Task directions: The finished copy should match every record exactly and contain no pictures.

......

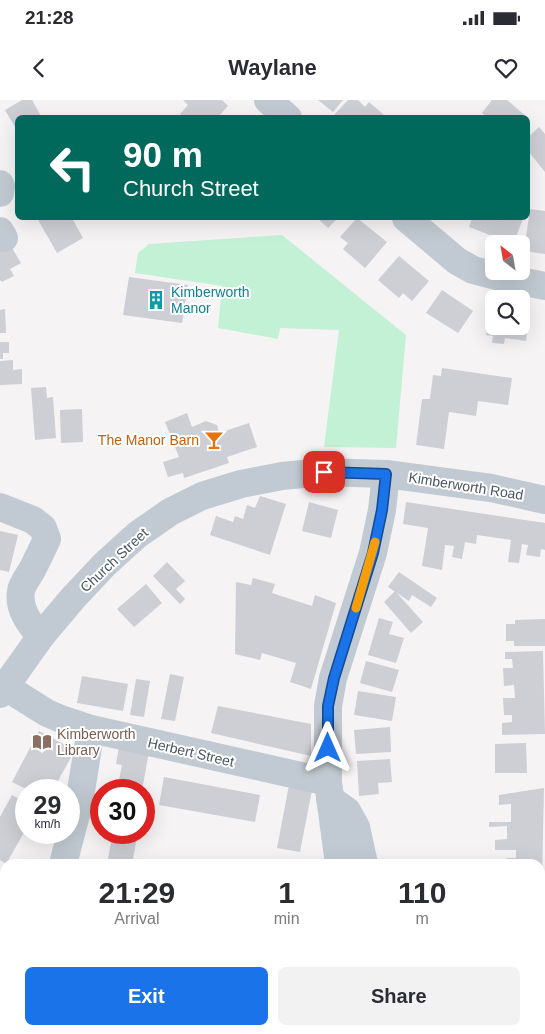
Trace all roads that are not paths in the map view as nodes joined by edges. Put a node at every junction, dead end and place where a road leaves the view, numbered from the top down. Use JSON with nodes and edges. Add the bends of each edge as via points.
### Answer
{"nodes":[{"id":1,"x":268,"y":100,"type":"edge"},
{"id":2,"x":285,"y":115,"type":"edge"},
{"id":3,"x":0,"y":184,"type":"edge"},
{"id":4,"x":0,"y":194,"type":"edge"},
{"id":5,"x":408,"y":220,"type":"edge"},
{"id":6,"x":545,"y":286,"type":"edge"},
{"id":7,"x":386,"y":474,"type":"junction"},
{"id":8,"x":545,"y":500,"type":"edge"},
{"id":9,"x":0,"y":507,"type":"edge"},
{"id":10,"x":41,"y":636,"type":"junction"},
{"id":11,"x":2,"y":690,"type":"edge"},
{"id":12,"x":91,"y":729,"type":"junction"},
{"id":13,"x":329,"y":790,"type":"junction"},
{"id":14,"x":64,"y":859,"type":"edge"},
{"id":15,"x":338,"y":859,"type":"edge"},
{"id":16,"x":363,"y":859,"type":"edge"}],
"edges":[{"from":1,"to":2,"type":"street"},
{"from":3,"to":4,"type":"street"},
{"from":5,"to":6,"type":"street","via":[[473,270]]},
{"from":7,"to":8,"type":"street","name":"Kimberworth Road","via":[[491,488]]},
{"from":7,"to":10,"type":"street","name":"Church Street","via":[[324,472],[282,476],[202,496],[170,512],[137,535],[105,564]]},
{"from":7,"to":13,"type":"street","via":[[373,553],[328,706]]},
{"from":9,"to":10,"type":"street","via":[[33,520],[43,528],[47,539],[21,590],[23,611]]},
{"from":10,"to":11,"type":"street","name":"Church Street"},
{"from":11,"to":12,"type":"street","name":"Herbert Street","via":[[61,720]]},
{"from":12,"to":13,"type":"street","name":"Herbert Street"},
{"from":12,"to":14,"type":"street","via":[[79,803]]},
{"from":13,"to":15,"type":"street"},
{"from":13,"to":16,"type":"street","via":[[356,827]]}]}
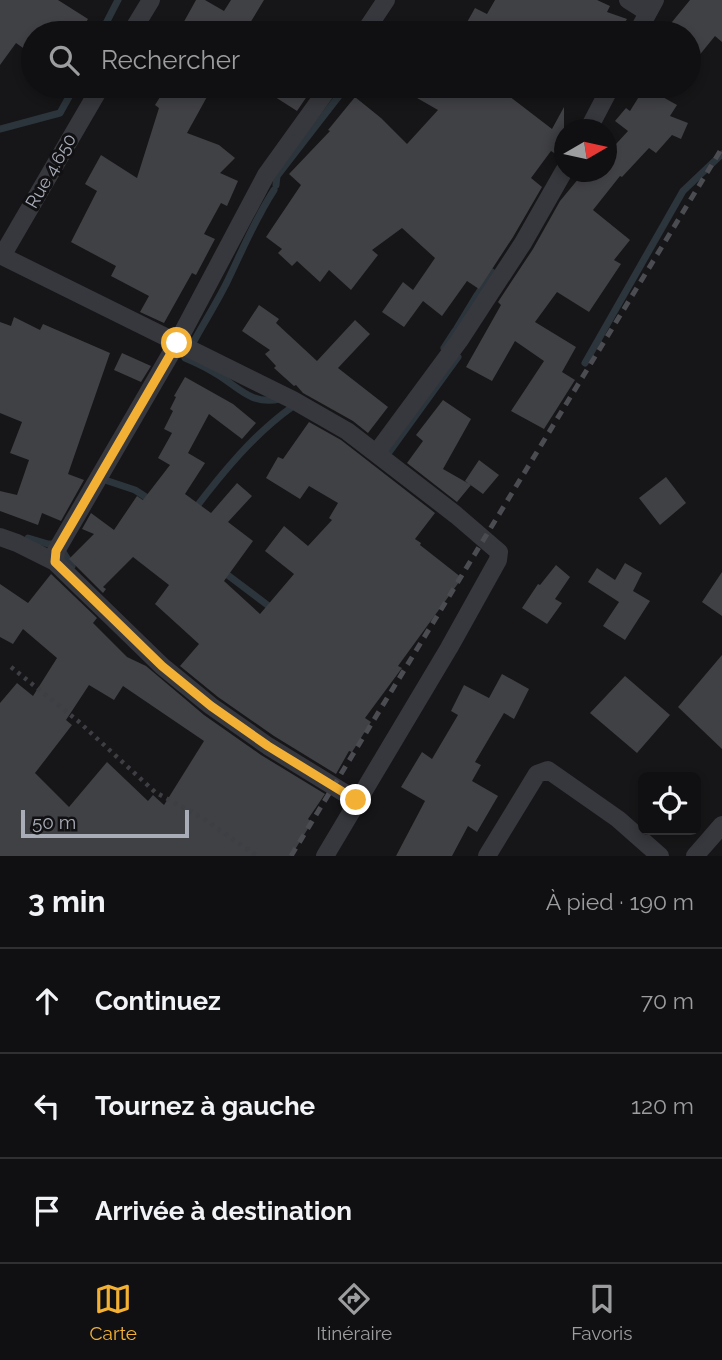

......

Result of this task:
Trace all roads that are not paths in the map view as nodes joined by edges. Put a node at every junction, dead end and place where a road leaves the view, numbered from the top down. Use JSON with nodes and edges. Add the bends of each edge as via points.
### Answer
{"nodes":[{"id":1,"x":268,"y":100,"type":"edge"},
{"id":2,"x":285,"y":115,"type":"edge"},
{"id":3,"x":0,"y":184,"type":"edge"},
{"id":4,"x":0,"y":194,"type":"edge"},
{"id":5,"x":408,"y":220,"type":"edge"},
{"id":6,"x":545,"y":286,"type":"edge"},
{"id":7,"x":386,"y":474,"type":"junction"},
{"id":8,"x":545,"y":500,"type":"edge"},
{"id":9,"x":0,"y":507,"type":"edge"},
{"id":10,"x":41,"y":636,"type":"junction"},
{"id":11,"x":2,"y":690,"type":"edge"},
{"id":12,"x":91,"y":729,"type":"junction"},
{"id":13,"x":329,"y":790,"type":"junction"},
{"id":14,"x":64,"y":859,"type":"edge"},
{"id":15,"x":338,"y":859,"type":"edge"},
{"id":16,"x":363,"y":859,"type":"edge"}],
"edges":[{"from":1,"to":2,"type":"street"},
{"from":3,"to":4,"type":"street"},
{"from":5,"to":6,"type":"street","via":[[473,270]]},
{"from":7,"to":8,"type":"street","name":"Kimberworth Road","via":[[491,488]]},
{"from":7,"to":10,"type":"street","name":"Church Street","via":[[324,472],[282,476],[202,496],[170,512],[137,535],[105,564]]},
{"from":7,"to":13,"type":"street","via":[[373,553],[328,706]]},
{"from":9,"to":10,"type":"street","via":[[33,520],[43,528],[47,539],[21,590],[23,611]]},
{"from":10,"to":11,"type":"street","name":"Church Street"},
{"from":11,"to":12,"type":"street","name":"Herbert Street","via":[[61,720]]},
{"from":12,"to":13,"type":"street","name":"Herbert Street"},
{"from":12,"to":14,"type":"street","via":[[79,803]]},
{"from":13,"to":15,"type":"street"},
{"from":13,"to":16,"type":"street","via":[[356,827]]}]}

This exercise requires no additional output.